TASK REQUIREMENTS:
Below is a block of entries; repeat all of it exactly but omit the pictures.

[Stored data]

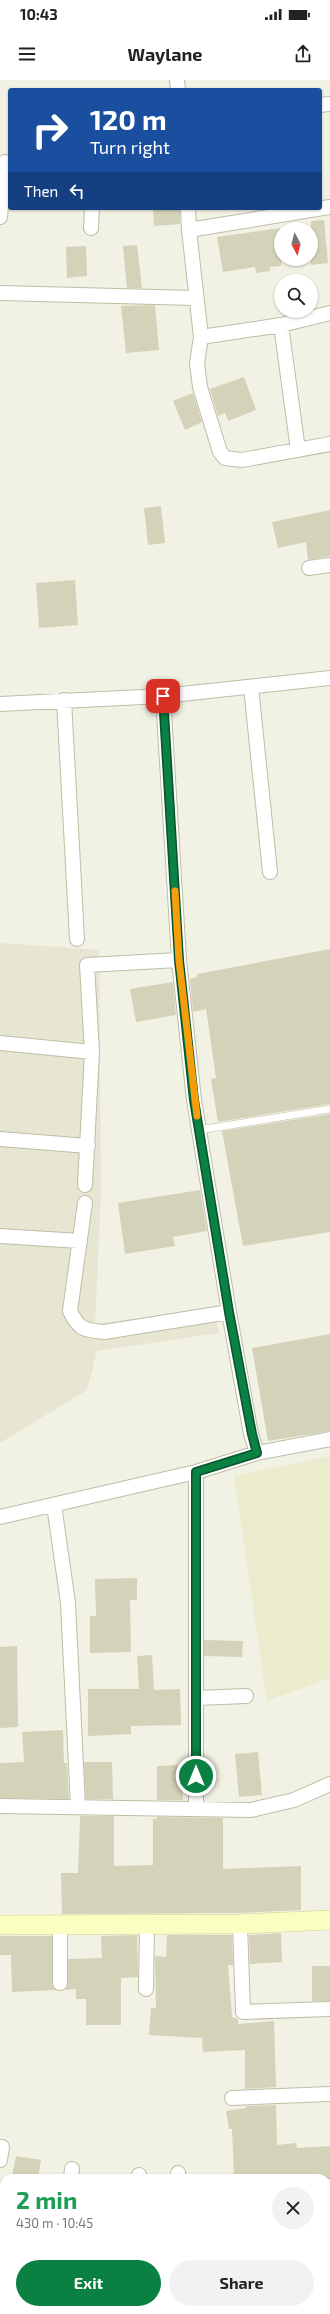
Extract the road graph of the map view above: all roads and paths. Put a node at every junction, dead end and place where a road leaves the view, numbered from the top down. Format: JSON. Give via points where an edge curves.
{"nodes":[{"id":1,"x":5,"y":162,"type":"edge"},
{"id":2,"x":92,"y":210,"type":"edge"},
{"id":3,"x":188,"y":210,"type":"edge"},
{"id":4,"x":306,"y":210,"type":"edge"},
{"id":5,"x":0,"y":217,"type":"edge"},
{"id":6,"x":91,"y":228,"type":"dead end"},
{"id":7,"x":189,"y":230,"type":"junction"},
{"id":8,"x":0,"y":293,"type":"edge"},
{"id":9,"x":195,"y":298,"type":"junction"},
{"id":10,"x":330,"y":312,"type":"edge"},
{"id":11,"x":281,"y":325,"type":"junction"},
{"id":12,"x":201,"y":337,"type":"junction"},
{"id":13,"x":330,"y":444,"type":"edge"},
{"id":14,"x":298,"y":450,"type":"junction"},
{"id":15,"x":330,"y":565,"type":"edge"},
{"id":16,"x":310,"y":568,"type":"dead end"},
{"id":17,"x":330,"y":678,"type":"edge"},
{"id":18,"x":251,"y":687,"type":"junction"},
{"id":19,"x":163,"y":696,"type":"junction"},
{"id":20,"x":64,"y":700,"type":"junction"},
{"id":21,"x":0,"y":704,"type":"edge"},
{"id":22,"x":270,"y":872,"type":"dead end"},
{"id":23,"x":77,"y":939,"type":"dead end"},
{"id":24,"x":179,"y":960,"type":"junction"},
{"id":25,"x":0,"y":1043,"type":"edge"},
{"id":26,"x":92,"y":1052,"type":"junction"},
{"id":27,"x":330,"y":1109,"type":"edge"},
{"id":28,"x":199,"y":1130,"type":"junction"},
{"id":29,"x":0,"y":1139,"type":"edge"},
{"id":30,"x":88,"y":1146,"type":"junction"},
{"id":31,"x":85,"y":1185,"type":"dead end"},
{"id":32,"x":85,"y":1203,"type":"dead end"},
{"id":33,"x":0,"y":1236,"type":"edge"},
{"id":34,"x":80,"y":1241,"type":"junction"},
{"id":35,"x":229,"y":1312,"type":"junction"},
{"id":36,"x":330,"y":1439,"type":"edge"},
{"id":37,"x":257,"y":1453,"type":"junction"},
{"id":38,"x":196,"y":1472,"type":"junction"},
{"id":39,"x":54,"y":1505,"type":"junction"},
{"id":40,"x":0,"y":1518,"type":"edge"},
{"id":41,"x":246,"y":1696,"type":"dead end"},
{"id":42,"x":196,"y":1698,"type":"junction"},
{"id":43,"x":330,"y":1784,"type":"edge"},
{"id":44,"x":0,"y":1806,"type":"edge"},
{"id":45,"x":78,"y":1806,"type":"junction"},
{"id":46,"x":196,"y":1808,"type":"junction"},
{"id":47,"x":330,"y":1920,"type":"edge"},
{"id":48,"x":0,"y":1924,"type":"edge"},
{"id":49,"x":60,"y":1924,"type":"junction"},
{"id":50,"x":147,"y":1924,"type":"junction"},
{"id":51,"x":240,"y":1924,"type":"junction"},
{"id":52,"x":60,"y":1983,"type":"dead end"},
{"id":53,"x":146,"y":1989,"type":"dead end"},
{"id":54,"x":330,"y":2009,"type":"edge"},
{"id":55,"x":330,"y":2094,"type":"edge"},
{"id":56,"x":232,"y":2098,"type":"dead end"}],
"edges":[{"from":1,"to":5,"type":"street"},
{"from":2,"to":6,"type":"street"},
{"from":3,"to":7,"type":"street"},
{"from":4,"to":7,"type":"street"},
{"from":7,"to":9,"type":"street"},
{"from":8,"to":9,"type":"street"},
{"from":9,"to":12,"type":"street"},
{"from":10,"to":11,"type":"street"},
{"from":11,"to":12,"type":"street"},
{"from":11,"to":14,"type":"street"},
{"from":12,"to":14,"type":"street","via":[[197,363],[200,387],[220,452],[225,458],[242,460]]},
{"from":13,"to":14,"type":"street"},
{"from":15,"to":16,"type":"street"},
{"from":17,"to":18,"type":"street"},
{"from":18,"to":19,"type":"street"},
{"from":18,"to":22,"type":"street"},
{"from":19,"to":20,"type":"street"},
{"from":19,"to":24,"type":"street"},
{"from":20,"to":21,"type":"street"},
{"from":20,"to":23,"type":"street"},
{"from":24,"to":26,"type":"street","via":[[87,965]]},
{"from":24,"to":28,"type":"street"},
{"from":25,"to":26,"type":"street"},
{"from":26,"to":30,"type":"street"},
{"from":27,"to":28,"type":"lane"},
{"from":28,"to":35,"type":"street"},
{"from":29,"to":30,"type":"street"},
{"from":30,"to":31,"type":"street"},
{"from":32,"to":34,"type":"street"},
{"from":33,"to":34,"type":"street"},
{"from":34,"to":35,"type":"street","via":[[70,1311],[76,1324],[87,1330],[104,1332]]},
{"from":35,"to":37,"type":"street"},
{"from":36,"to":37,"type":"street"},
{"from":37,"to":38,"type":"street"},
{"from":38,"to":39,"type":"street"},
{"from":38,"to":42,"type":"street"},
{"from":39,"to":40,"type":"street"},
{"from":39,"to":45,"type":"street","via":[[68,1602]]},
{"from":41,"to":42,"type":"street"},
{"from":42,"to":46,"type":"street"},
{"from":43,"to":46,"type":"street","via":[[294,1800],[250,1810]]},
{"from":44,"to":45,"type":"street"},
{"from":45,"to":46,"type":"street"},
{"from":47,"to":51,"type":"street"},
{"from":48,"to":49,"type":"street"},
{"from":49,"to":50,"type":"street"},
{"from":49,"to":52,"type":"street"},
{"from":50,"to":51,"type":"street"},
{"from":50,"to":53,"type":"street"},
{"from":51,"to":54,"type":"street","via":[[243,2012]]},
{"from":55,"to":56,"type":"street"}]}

FINISHED EXERCISE:
Extract the road graph of the map view above: all roads and paths. Put a node at every junction, dead end and place where a road leaves the view, numbered from the top down. Format: JSON. Give via points where an edge curves.
{"nodes":[{"id":1,"x":5,"y":162,"type":"edge"},
{"id":2,"x":92,"y":210,"type":"edge"},
{"id":3,"x":188,"y":210,"type":"edge"},
{"id":4,"x":306,"y":210,"type":"edge"},
{"id":5,"x":0,"y":217,"type":"edge"},
{"id":6,"x":91,"y":228,"type":"dead end"},
{"id":7,"x":189,"y":230,"type":"junction"},
{"id":8,"x":0,"y":293,"type":"edge"},
{"id":9,"x":195,"y":298,"type":"junction"},
{"id":10,"x":330,"y":312,"type":"edge"},
{"id":11,"x":281,"y":325,"type":"junction"},
{"id":12,"x":201,"y":337,"type":"junction"},
{"id":13,"x":330,"y":444,"type":"edge"},
{"id":14,"x":298,"y":450,"type":"junction"},
{"id":15,"x":330,"y":565,"type":"edge"},
{"id":16,"x":310,"y":568,"type":"dead end"},
{"id":17,"x":330,"y":678,"type":"edge"},
{"id":18,"x":251,"y":687,"type":"junction"},
{"id":19,"x":163,"y":696,"type":"junction"},
{"id":20,"x":64,"y":700,"type":"junction"},
{"id":21,"x":0,"y":704,"type":"edge"},
{"id":22,"x":270,"y":872,"type":"dead end"},
{"id":23,"x":77,"y":939,"type":"dead end"},
{"id":24,"x":179,"y":960,"type":"junction"},
{"id":25,"x":0,"y":1043,"type":"edge"},
{"id":26,"x":92,"y":1052,"type":"junction"},
{"id":27,"x":330,"y":1109,"type":"edge"},
{"id":28,"x":199,"y":1130,"type":"junction"},
{"id":29,"x":0,"y":1139,"type":"edge"},
{"id":30,"x":88,"y":1146,"type":"junction"},
{"id":31,"x":85,"y":1185,"type":"dead end"},
{"id":32,"x":85,"y":1203,"type":"dead end"},
{"id":33,"x":0,"y":1236,"type":"edge"},
{"id":34,"x":80,"y":1241,"type":"junction"},
{"id":35,"x":229,"y":1312,"type":"junction"},
{"id":36,"x":330,"y":1439,"type":"edge"},
{"id":37,"x":257,"y":1453,"type":"junction"},
{"id":38,"x":196,"y":1472,"type":"junction"},
{"id":39,"x":54,"y":1505,"type":"junction"},
{"id":40,"x":0,"y":1518,"type":"edge"},
{"id":41,"x":246,"y":1696,"type":"dead end"},
{"id":42,"x":196,"y":1698,"type":"junction"},
{"id":43,"x":330,"y":1784,"type":"edge"},
{"id":44,"x":0,"y":1806,"type":"edge"},
{"id":45,"x":78,"y":1806,"type":"junction"},
{"id":46,"x":196,"y":1808,"type":"junction"},
{"id":47,"x":330,"y":1920,"type":"edge"},
{"id":48,"x":0,"y":1924,"type":"edge"},
{"id":49,"x":60,"y":1924,"type":"junction"},
{"id":50,"x":147,"y":1924,"type":"junction"},
{"id":51,"x":240,"y":1924,"type":"junction"},
{"id":52,"x":60,"y":1983,"type":"dead end"},
{"id":53,"x":146,"y":1989,"type":"dead end"},
{"id":54,"x":330,"y":2009,"type":"edge"},
{"id":55,"x":330,"y":2094,"type":"edge"},
{"id":56,"x":232,"y":2098,"type":"dead end"}],
"edges":[{"from":1,"to":5,"type":"street"},
{"from":2,"to":6,"type":"street"},
{"from":3,"to":7,"type":"street"},
{"from":4,"to":7,"type":"street"},
{"from":7,"to":9,"type":"street"},
{"from":8,"to":9,"type":"street"},
{"from":9,"to":12,"type":"street"},
{"from":10,"to":11,"type":"street"},
{"from":11,"to":12,"type":"street"},
{"from":11,"to":14,"type":"street"},
{"from":12,"to":14,"type":"street","via":[[197,363],[200,387],[220,452],[225,458],[242,460]]},
{"from":13,"to":14,"type":"street"},
{"from":15,"to":16,"type":"street"},
{"from":17,"to":18,"type":"street"},
{"from":18,"to":19,"type":"street"},
{"from":18,"to":22,"type":"street"},
{"from":19,"to":20,"type":"street"},
{"from":19,"to":24,"type":"street"},
{"from":20,"to":21,"type":"street"},
{"from":20,"to":23,"type":"street"},
{"from":24,"to":26,"type":"street","via":[[87,965]]},
{"from":24,"to":28,"type":"street"},
{"from":25,"to":26,"type":"street"},
{"from":26,"to":30,"type":"street"},
{"from":27,"to":28,"type":"lane"},
{"from":28,"to":35,"type":"street"},
{"from":29,"to":30,"type":"street"},
{"from":30,"to":31,"type":"street"},
{"from":32,"to":34,"type":"street"},
{"from":33,"to":34,"type":"street"},
{"from":34,"to":35,"type":"street","via":[[70,1311],[76,1324],[87,1330],[104,1332]]},
{"from":35,"to":37,"type":"street"},
{"from":36,"to":37,"type":"street"},
{"from":37,"to":38,"type":"street"},
{"from":38,"to":39,"type":"street"},
{"from":38,"to":42,"type":"street"},
{"from":39,"to":40,"type":"street"},
{"from":39,"to":45,"type":"street","via":[[68,1602]]},
{"from":41,"to":42,"type":"street"},
{"from":42,"to":46,"type":"street"},
{"from":43,"to":46,"type":"street","via":[[294,1800],[250,1810]]},
{"from":44,"to":45,"type":"street"},
{"from":45,"to":46,"type":"street"},
{"from":47,"to":51,"type":"street"},
{"from":48,"to":49,"type":"street"},
{"from":49,"to":50,"type":"street"},
{"from":49,"to":52,"type":"street"},
{"from":50,"to":51,"type":"street"},
{"from":50,"to":53,"type":"street"},
{"from":51,"to":54,"type":"street","via":[[243,2012]]},
{"from":55,"to":56,"type":"street"}]}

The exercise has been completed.